Data excerpts START
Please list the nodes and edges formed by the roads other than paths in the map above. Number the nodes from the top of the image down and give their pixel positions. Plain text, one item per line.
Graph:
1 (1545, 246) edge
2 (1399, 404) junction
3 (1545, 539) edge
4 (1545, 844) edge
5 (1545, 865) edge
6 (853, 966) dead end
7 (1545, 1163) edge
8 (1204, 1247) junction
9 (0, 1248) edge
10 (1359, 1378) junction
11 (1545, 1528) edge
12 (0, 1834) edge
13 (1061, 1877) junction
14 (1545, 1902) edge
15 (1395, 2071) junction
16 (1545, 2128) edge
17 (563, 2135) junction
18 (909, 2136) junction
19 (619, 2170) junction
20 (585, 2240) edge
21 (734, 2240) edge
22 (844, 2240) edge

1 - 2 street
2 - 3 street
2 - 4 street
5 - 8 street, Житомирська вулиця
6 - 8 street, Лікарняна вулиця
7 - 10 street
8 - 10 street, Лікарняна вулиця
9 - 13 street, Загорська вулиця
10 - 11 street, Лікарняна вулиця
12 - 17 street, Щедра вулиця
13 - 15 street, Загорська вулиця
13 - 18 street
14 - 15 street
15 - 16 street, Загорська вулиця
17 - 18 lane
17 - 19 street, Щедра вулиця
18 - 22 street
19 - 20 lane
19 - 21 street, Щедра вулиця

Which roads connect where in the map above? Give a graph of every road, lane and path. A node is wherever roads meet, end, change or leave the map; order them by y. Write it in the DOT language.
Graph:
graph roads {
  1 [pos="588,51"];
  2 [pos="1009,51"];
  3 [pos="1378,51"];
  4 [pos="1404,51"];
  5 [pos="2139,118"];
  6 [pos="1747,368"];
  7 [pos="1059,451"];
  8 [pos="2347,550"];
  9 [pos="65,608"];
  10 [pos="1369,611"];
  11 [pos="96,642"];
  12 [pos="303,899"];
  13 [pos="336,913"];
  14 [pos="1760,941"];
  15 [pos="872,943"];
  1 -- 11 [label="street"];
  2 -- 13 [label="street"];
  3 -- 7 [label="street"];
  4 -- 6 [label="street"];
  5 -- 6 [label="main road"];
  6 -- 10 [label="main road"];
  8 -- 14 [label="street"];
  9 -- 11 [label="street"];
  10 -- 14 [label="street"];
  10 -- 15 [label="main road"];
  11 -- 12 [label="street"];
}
Data excerpts END
Task brief:
Please give an exact restatement of only the lines from the beginning of the material above to the line with "Which roads connect", inclusive.

Task solution:
Please list the nodes and edges formed by the roads other than paths in the map above. Number the nodes from the top of the image down and give their pixel positions. Plain text, one item per line.
Graph:
1 (1545, 246) edge
2 (1399, 404) junction
3 (1545, 539) edge
4 (1545, 844) edge
5 (1545, 865) edge
6 (853, 966) dead end
7 (1545, 1163) edge
8 (1204, 1247) junction
9 (0, 1248) edge
10 (1359, 1378) junction
11 (1545, 1528) edge
12 (0, 1834) edge
13 (1061, 1877) junction
14 (1545, 1902) edge
15 (1395, 2071) junction
16 (1545, 2128) edge
17 (563, 2135) junction
18 (909, 2136) junction
19 (619, 2170) junction
20 (585, 2240) edge
21 (734, 2240) edge
22 (844, 2240) edge

1 - 2 street
2 - 3 street
2 - 4 street
5 - 8 street, Житомирська вулиця
6 - 8 street, Лікарняна вулиця
7 - 10 street
8 - 10 street, Лікарняна вулиця
9 - 13 street, Загорська вулиця
10 - 11 street, Лікарняна вулиця
12 - 17 street, Щедра вулиця
13 - 15 street, Загорська вулиця
13 - 18 street
14 - 15 street
15 - 16 street, Загорська вулиця
17 - 18 lane
17 - 19 street, Щедра вулиця
18 - 22 street
19 - 20 lane
19 - 21 street, Щедра вулиця

Which roads connect where in the map above? Give a graph of every road, lane and path. A node is wherever roads meet, end, change or leave the map; order them by y. Write it in the DOT language.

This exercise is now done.